I don’t have a real reason for not writing this earlier, other than a vague “I just don’t want to.” I want Ramona to be MINE MINE MINE and writing about her seems like she belongs to everyone. But, here she is anyway.
Ramona Minaret Hillery was born on September 20. I honestly don’t remember when during the day – maybe evening? I was in labor for what seemed like forever, and she was 8 lb 3 oz (much bigger than my other 3 kids!), so pushing her out was realllllllllly difficult. Ramona was only 18.5 inches, though, which made her a fairly compact newborn.

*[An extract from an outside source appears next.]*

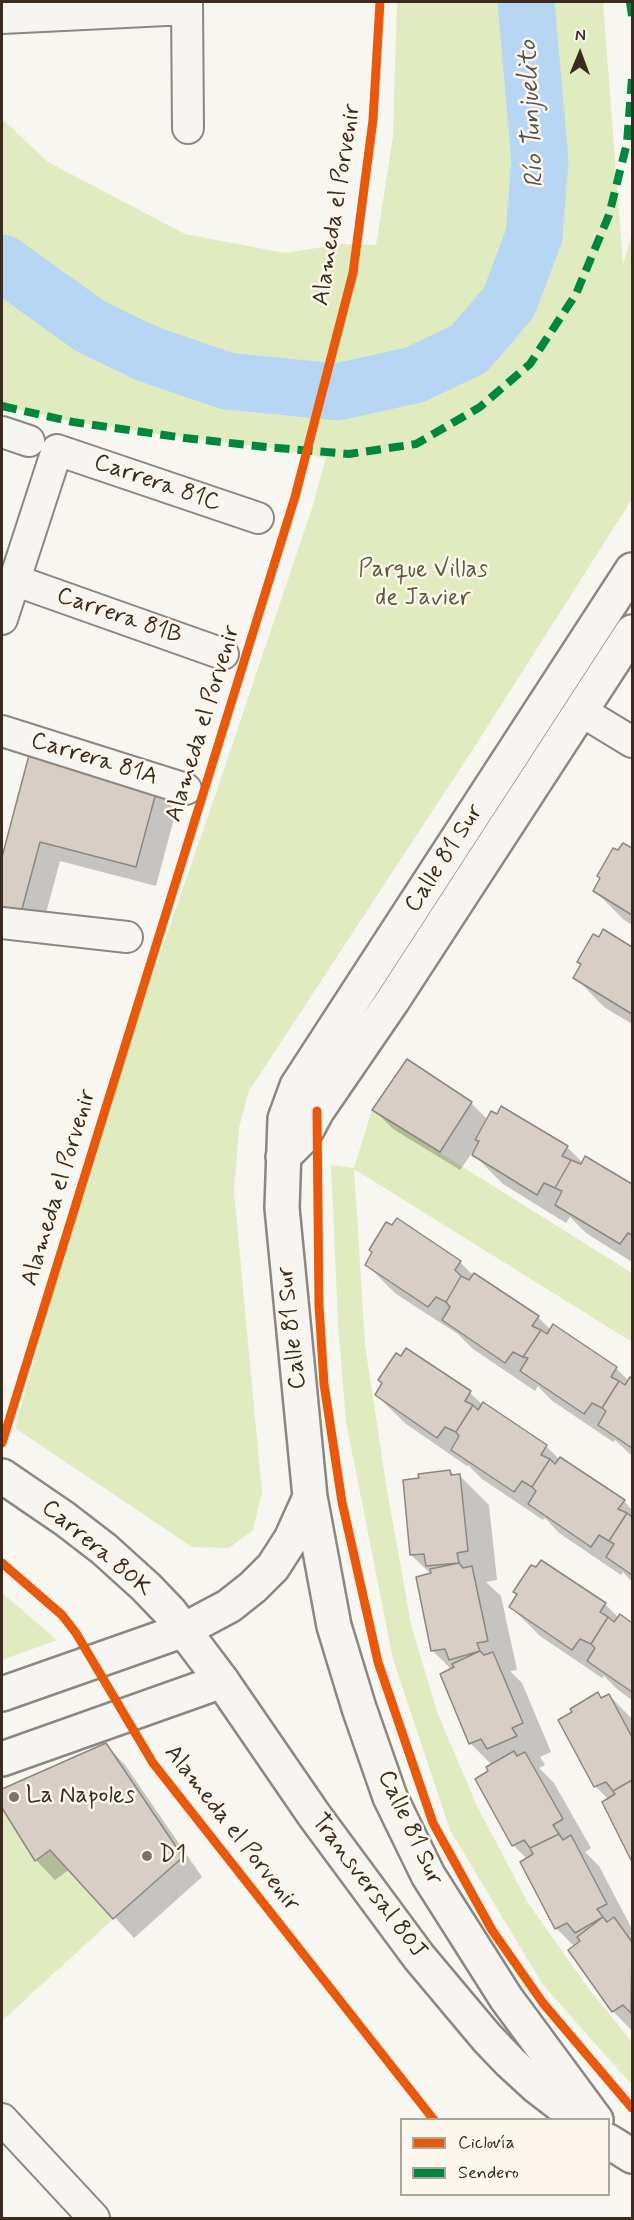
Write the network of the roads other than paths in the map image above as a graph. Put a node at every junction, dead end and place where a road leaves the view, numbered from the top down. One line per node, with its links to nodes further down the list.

Birth story, blah blah blah, I don’t feel particularly inclined to write about it at the moment. It was altogether a terrifying, emotional, draining event. The days, weeks, and months that followed were full of anxiety that something would happen to her. But they were also full of cuddling, and adoration, and eat/sleep/repeat cycles (for both of us, I guess).
Our senior year of high school, Jarom and I were on the Academic Decathlon team because we are just that awesome. Our teammates were awesome, too. We have so many fond memories of that year. For our honeymoon, we went back to the Monterey beach condos where we’d stayed on a Decathlon team retreat. We keep in touch, more or less, with most of our teammates, and with our coach. It was also the year that we finally figured out we like liked each other. Yeah, teenagers. Ugh. This story does have a point: it was hard to decide on a middle name for Ramona, and in the end we went with the middle name of one of our teammates. It was a shout-out to all of the friendships we made that year. Also Minaret is just a flippin’ awesome name.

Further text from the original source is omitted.